Law would track meth cooks

Sharon Heine and Ross Wigney want to know when a meth cook moves into their rural neighborhood east of Snohomish, and the state may help them find out.

A proposed law would require felons convicted of manufacturing methamphetamine to tell the sheriff’s department their new address when they move into Snohomish County. Neighbors would be notified.

“Meth cooks can set up across the street from you, and you don’t know,” said Heine, who lives in the Three Lakes area. “There has not been a case like that out here, and I want to prevent it.”

Under HB 3004, neighbors would be told of a felon drug maker’s residence much the same way that communities are notified when convicted sex offenders move in, Sheriff Rick Bart said. Data on meth cooks would be available online, just like the sex offender registry.

“I consider them as bad as sex predators,” Bart said. “They go into a community and poison it. We’ll see if this will stop them from moving from neighborhood to neighborhood.”

Wigney, who said his daughter is a recovering meth addict, cleans up tainted drug-making sites for a living and does meth education on the side through a nonprofit agency.

“When a meth lab sets up, it brings with it a wave of crime. The neighbors should be told,” he said.

Bart said he wants the law “to keep tabs on the convicted meth cooks. This sends a message to them that you can’t hide.”
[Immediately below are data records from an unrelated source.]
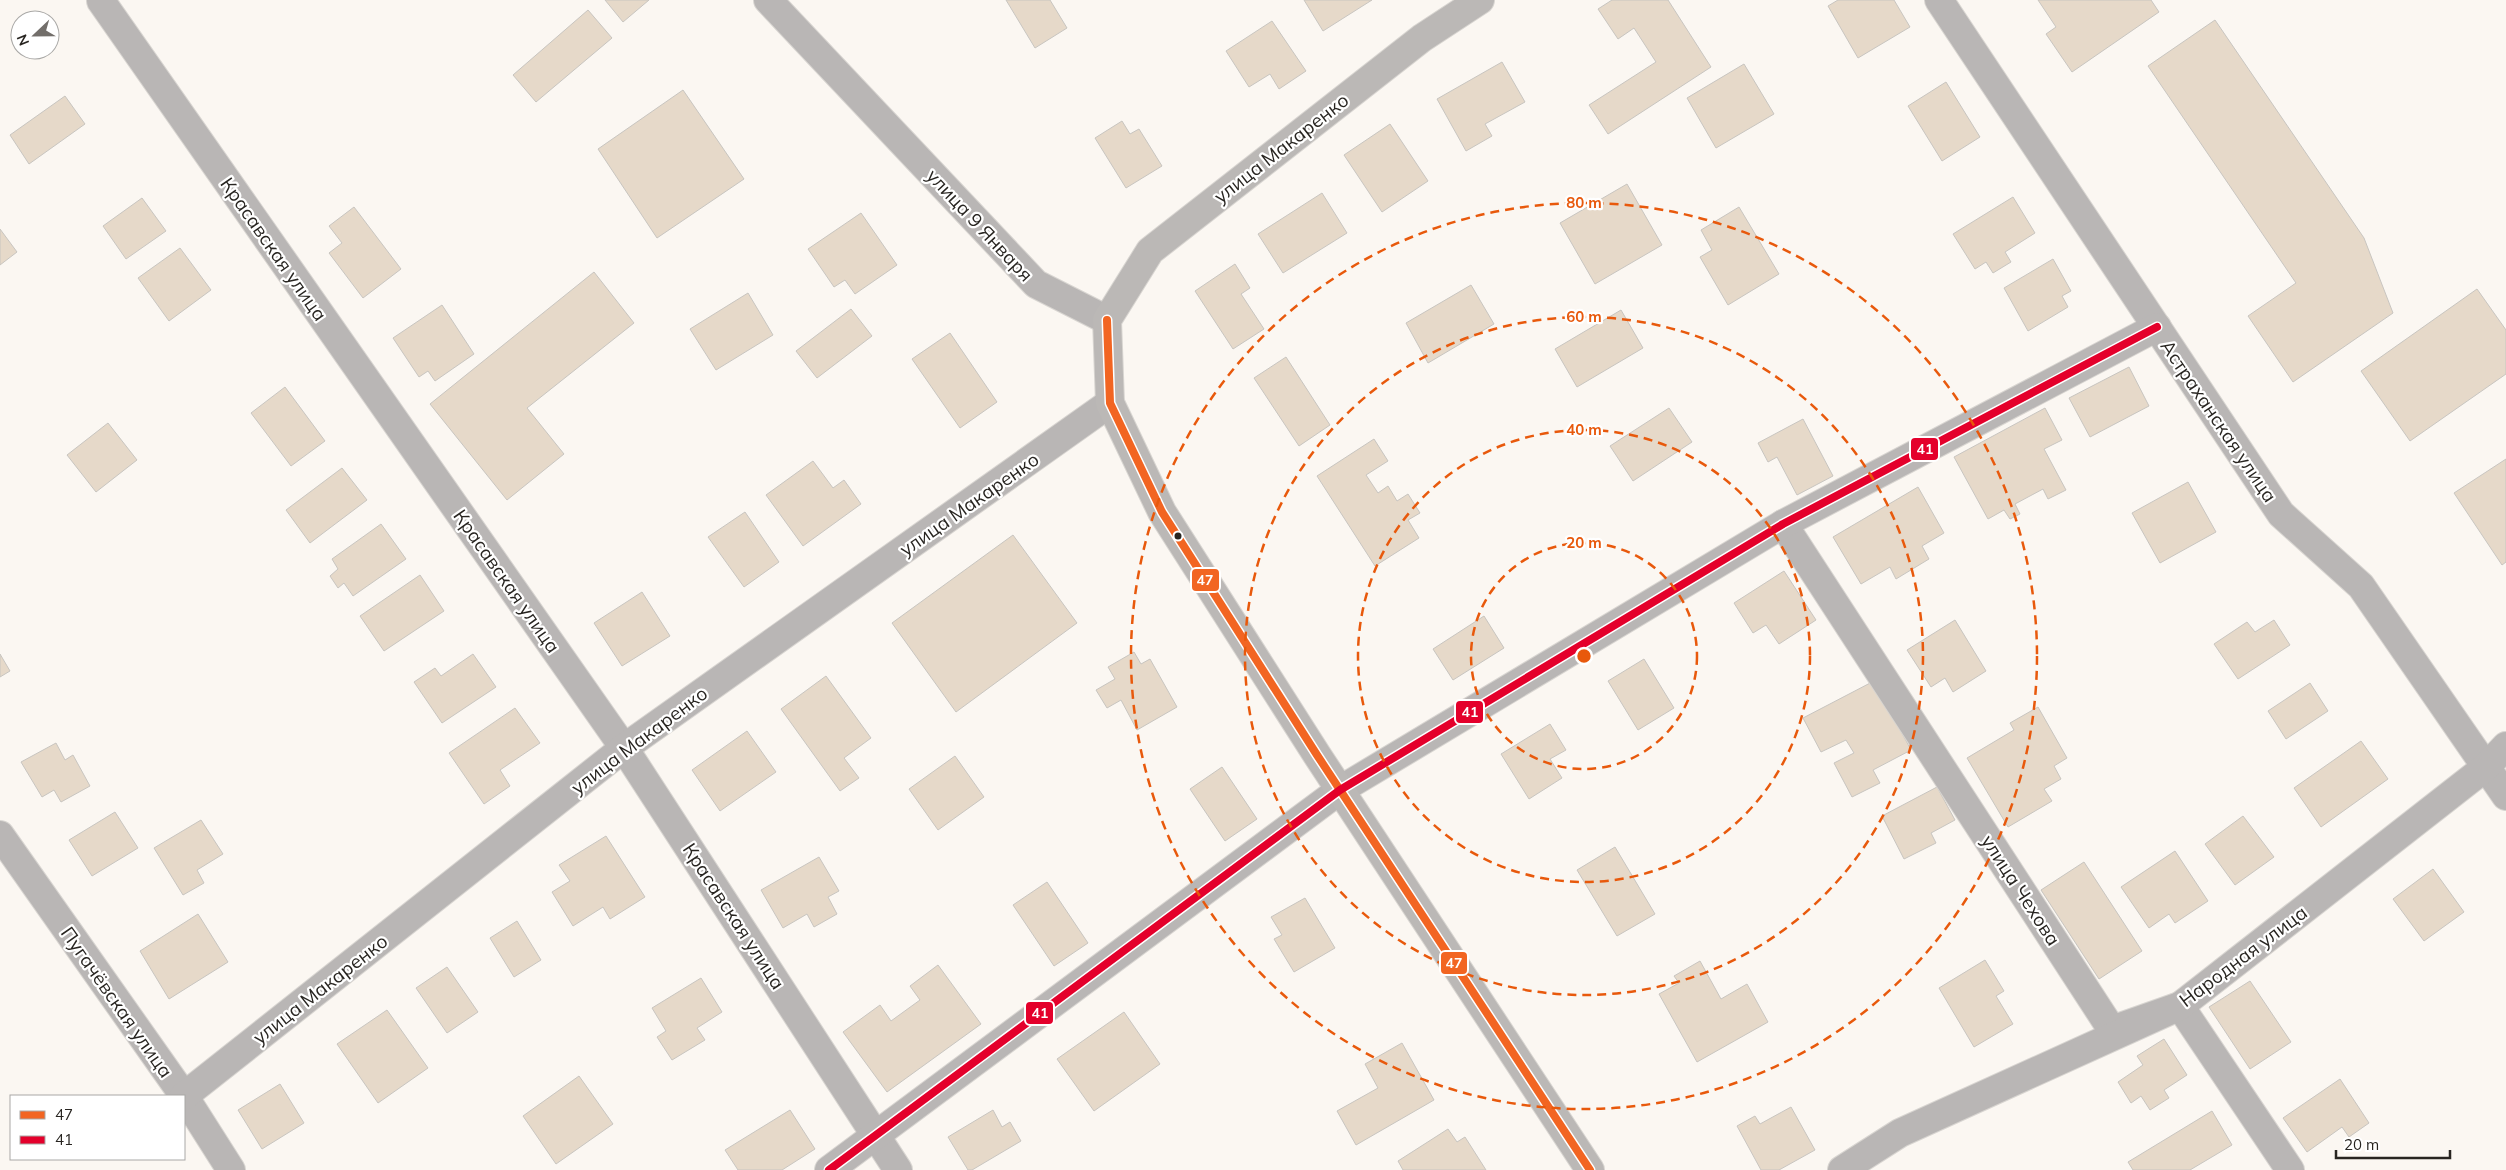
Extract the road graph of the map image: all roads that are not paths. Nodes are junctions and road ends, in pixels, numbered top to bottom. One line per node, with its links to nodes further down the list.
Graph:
1 (768, 0): 5 (street, улица 9 Января)
2 (1480, 0): 5 (main road, улица Макаренко)
3 (1939, 0): 6 (street, Астраханская улица)
4 (102, 1): 10 (street, Красавская улица)
5 (1107, 320): 7 (main road)
6 (2157, 328): 8 (street); 11 (street, Астраханская улица)
7 (1110, 403): 10 (street, улица Макаренко); 12 (main road)
8 (1783, 524): 12 (street); 15 (street, улица Чехова)
9 (2506, 746): 11 (street, Народная улица)
10 (624, 748): 17 (street, улица Макаренко); 19 (street, Красавская улица)
11 (2486, 767): 13 (street, Астраханская улица); 15 (street, Народная улица)
12 (1340, 790): 19 (street); 23 (main road)
13 (2506, 796)
14 (0, 835): 16 (street, Пугачёвская улица)
15 (2180, 1006): 24 (street, Народная улица); 25 (street)
16 (183, 1095)
17 (185, 1095)
18 (185, 1098): 20 (street, Пугачёвская улица)
19 (877, 1134): 21 (street); 22 (street, Красавская улица)
20 (232, 1170)
21 (829, 1170)
22 (898, 1170)
23 (1590, 1170)
24 (1842, 1170)
25 (2290, 1170)

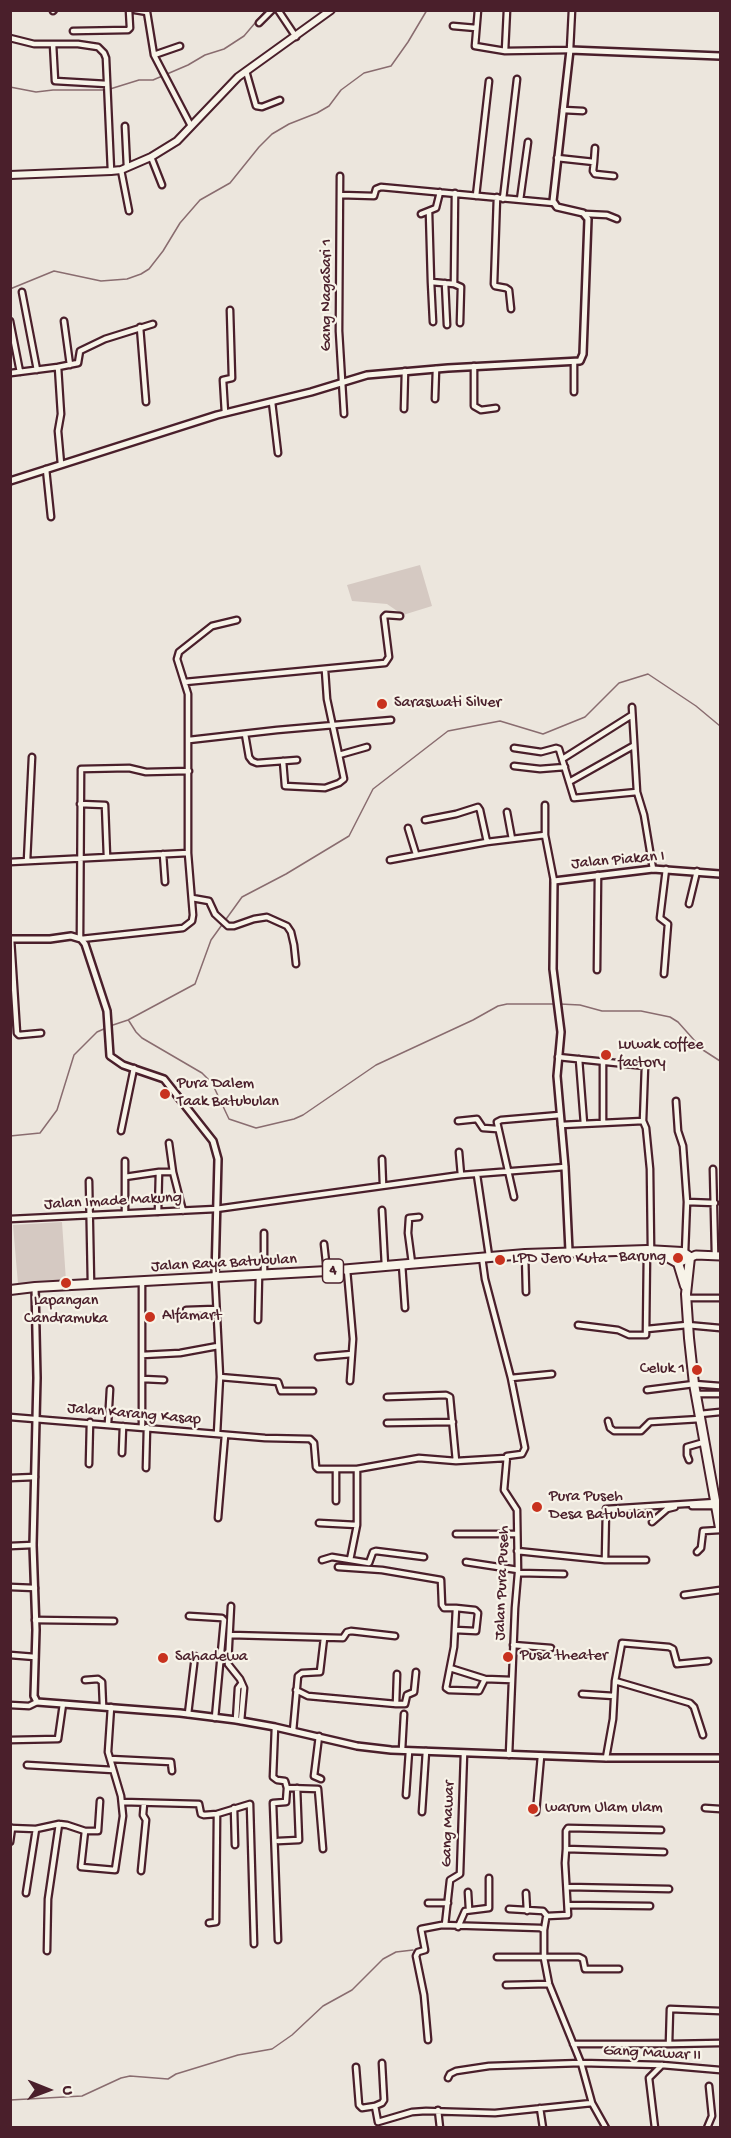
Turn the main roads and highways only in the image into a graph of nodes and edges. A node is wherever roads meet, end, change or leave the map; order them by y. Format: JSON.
{"nodes":[{"id":1,"x":331,"y":10,"type":"edge"},
{"id":2,"x":10,"y":175,"type":"edge"},
{"id":3,"x":651,"y":1250,"type":"junction"},
{"id":4,"x":688,"y":1255,"type":"junction"},
{"id":5,"x":718,"y":1256,"type":"edge"},
{"id":6,"x":678,"y":1263,"type":"junction"},
{"id":7,"x":10,"y":1290,"type":"edge"},
{"id":8,"x":686,"y":1296,"type":"junction"},
{"id":9,"x":717,"y":1509,"type":"edge"},
{"id":10,"x":720,"y":1529,"type":"edge"}],
"edges":[{"from":1,"to":2,"type":"main road"},
{"from":3,"to":4,"type":"highway","name":"Jalan Raya Batubulan","number":"4"},
{"from":3,"to":6,"type":"highway","name":"Jalan Raya Batubulan","number":"4"},
{"from":3,"to":7,"type":"highway","name":"Jalan Raya Batubulan","number":"4"},
{"from":4,"to":5,"type":"main road"},
{"from":4,"to":6,"type":"main road"},
{"from":4,"to":8,"type":"highway"},
{"from":6,"to":8,"type":"highway"},
{"from":8,"to":9,"type":"highway"},
{"from":9,"to":10,"type":"highway"}]}
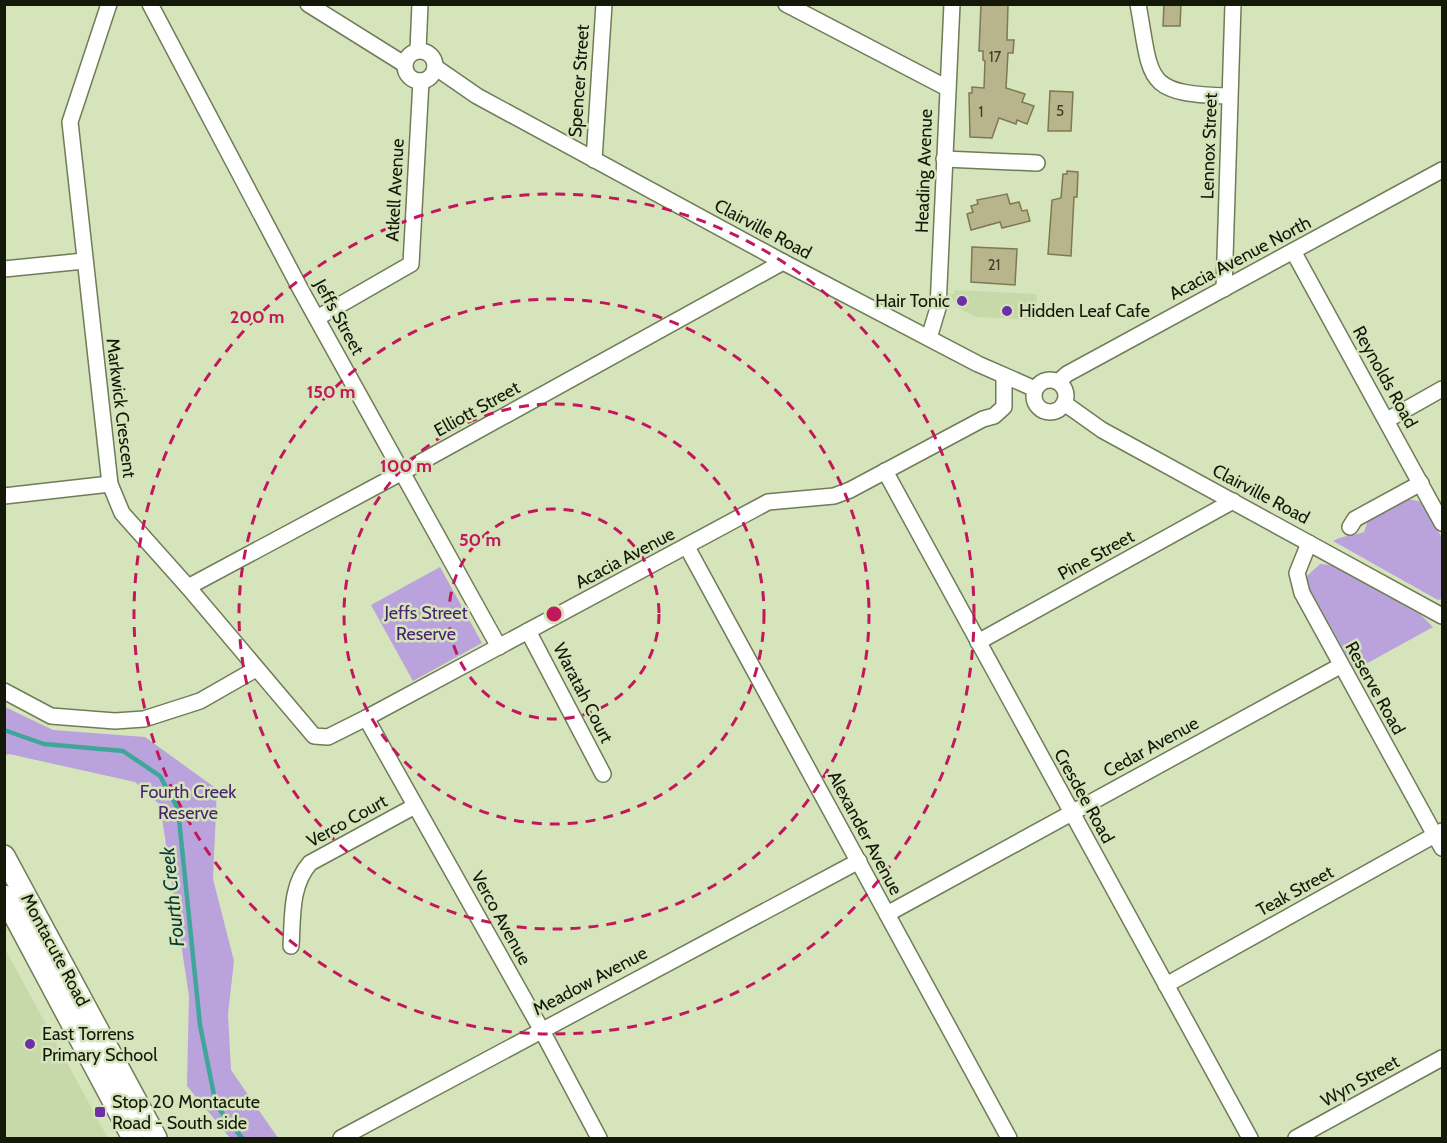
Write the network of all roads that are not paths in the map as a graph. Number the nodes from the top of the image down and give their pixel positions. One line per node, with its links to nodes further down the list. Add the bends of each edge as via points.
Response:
1 (109, 4): 19 (street, Markwick Crescent, via 70,122)
2 (150, 4): 23 (street, Jeffs Street)
3 (308, 4): 10 (street, via 357,34)
4 (420, 4): 10 (street)
5 (604, 4): 15 (street, Spencer Street)
6 (786, 4): 12 (street)
7 (952, 4): 12 (street, Heading Avenue)
8 (1138, 4): 13 (street, via 1146,57 1156,78 1179,93)
9 (1233, 4): 13 (street, Lennox Street)
10 (412, 56): 11 (street, via 432,57); 11 (street, via 411,79)
11 (428, 76): 15 (street, Clairville Road, via 477,96); 23 (street, Atkell Avenue, via 411,264)
12 (947, 88): 14 (street, Heading Avenue)
13 (1230, 96): 22 (street, Lennox Street)
14 (944, 159): 16 (street); 24 (street, Heading Avenue, via 938,308)
15 (594, 160): 20 (street, Clairville Road)
16 (1037, 163)
17 (1443, 170): 18 (street, Acacia Avenue North)
18 (1293, 251): 22 (street, Acacia Avenue North); 30 (street, Reynolds Road)
19 (84, 261): 21 (street); 34 (street, Markwick Crescent)
20 (783, 262): 24 (street, Clairville Road); 32 (street, Elliott Street)
21 (4, 269)
22 (1224, 289): 26 (street, Acacia Avenue North)
23 (317, 318): 32 (street, Jeffs Street)
24 (929, 338): 25 (street, Clairville Road)
25 (1004, 376): 27 (street, Clairville Road); 31 (street, via 1005,402 999,414)
26 (1058, 382): 27 (street, via 1041,382); 29 (street, via 1065,392)
27 (1035, 389): 29 (street, via 1034,400 1040,409 1056,411)
28 (1443, 389): 30 (street)
29 (1064, 403): 36 (street, Clairville Road, via 1102,430)
30 (1387, 420): 33 (street, Reynolds Road)
31 (885, 471): 40 (street, Acacia Avenue, via 834,496 768,502); 44 (street, Cresdee Road)
32 (402, 472): 41 (street, Elliott Street); 45 (street, Jeffs Street)
33 (1421, 483): 37 (street, Reynolds Road); 38 (street, via 1354,519)
34 (110, 484): 35 (street); 41 (street, Markwick Crescent, via 122,513)
35 (4, 496)
36 (1233, 501): 39 (street, Clairville Road); 44 (street, Pine Street)
37 (1443, 523)
38 (1350, 527)
39 (1309, 543): 42 (street, Clairville Road); 46 (street, Reserve Road, via 1299,567 1298,585)
40 (687, 547): 43 (street, Acacia Avenue); 56 (street, Alexander Avenue)
41 (189, 587): 47 (street, Markwick Crescent)
42 (1443, 616)
43 (528, 631): 45 (street, Acacia Avenue); 51 (street, Waratah Court)
44 (978, 642): 53 (street, Cresdee Road)
45 (499, 647): 49 (street, Acacia Avenue)
46 (1340, 666): 53 (street, Cedar Avenue); 54 (street, Reserve Road)
47 (256, 669): 48 (street, via 200,701 144,719 51,716); 50 (street, Markwick Crescent, via 314,736)
48 (4, 691)
49 (366, 718): 50 (street, Acacia Avenue); 52 (street, Verco Avenue)
50 (328, 737)
51 (603, 774)
52 (415, 806): 59 (street, Verco Court, via 310,863 301,873); 61 (street, Verco Avenue)
53 (1071, 813): 58 (street, Cedar Avenue); 60 (street, Cresdee Road)
54 (1440, 838): 60 (street, Teak Street)
55 (4, 856): 64 (main road, Montacute Road)
56 (859, 861): 58 (street, Alexander Avenue); 61 (street, Meadow Avenue)
57 (4, 896): 63 (main road, Montacute Road)
58 (886, 914): 67 (street, Alexander Avenue)
59 (291, 946)
60 (1166, 984): 68 (street, Cresdee Road)
61 (541, 1029): 65 (street, Meadow Avenue); 66 (street, Verco Avenue)
62 (1443, 1058): 69 (street, Wyn Street)
63 (133, 1138)
64 (156, 1138)
65 (341, 1138)
66 (599, 1138)
67 (1009, 1138)
68 (1250, 1138)
69 (1296, 1138)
The sheriff said his department would pay the full costs of the pilot program, which runs until July 1, 2007. He gave no price, but said it would not cost much to create a Web site and hold community meetings. With operating labs declining countywide, he predicted the registry could contain as few as 20 names.

The law doesn’t address the shift in the meth business that has come with the drug’s growing popularity. Most of the meth now sold here no longer comes from what police call “Beavis and Butthead” labs run by locals. Instead, the drugs are produced by Latin American drug organizations in superlabs in Mexico and the southwestern United States.

“We will always struggle with out-of-state drug trafficking, but I can sure control the guys making drugs in this county,” Bart said.

The law would be significant if it pre-empts illicit activity, Wigney said.

“Twenty labs – can you imagine how much pain and crime and pollution that can create?” he said.

Heine raised the issue with state Reps. Kirk Pearson, R-Monroe, and John Lovick, D-Mill Creek. They introduced the bill.

“Anything we can do to fight meth, we should do,” Lovick said. “I don’t think anything is too far.”

Pearson said it is as an issue of public safety. “We’ll see if it works, we’ll see if people like it, and we’ll see if it helps law enforcement,” he said.

The House Criminal Justice and Corrections Committee passed the bill on Thursday. Rep. Jeannie Darneille, D-Tacoma, was the lone dissenter.

“Meth is a threat. Personally, I don’t think it’s on the same level as one convicted of a sex offense or kidnapping offense,” she said.

She also worried what an overzealous person might do with the information. Two convicted sex offenders were murdered in Bellingham by a man who told police he had tracked them using the public registry.

Heine said the public deserves the opportunity to protect itself.

“We should not allow that fear to control us and to prevent us from trying,” she said. “If we can prove ourselves here, we have the opportunity to teach the world a lesson.”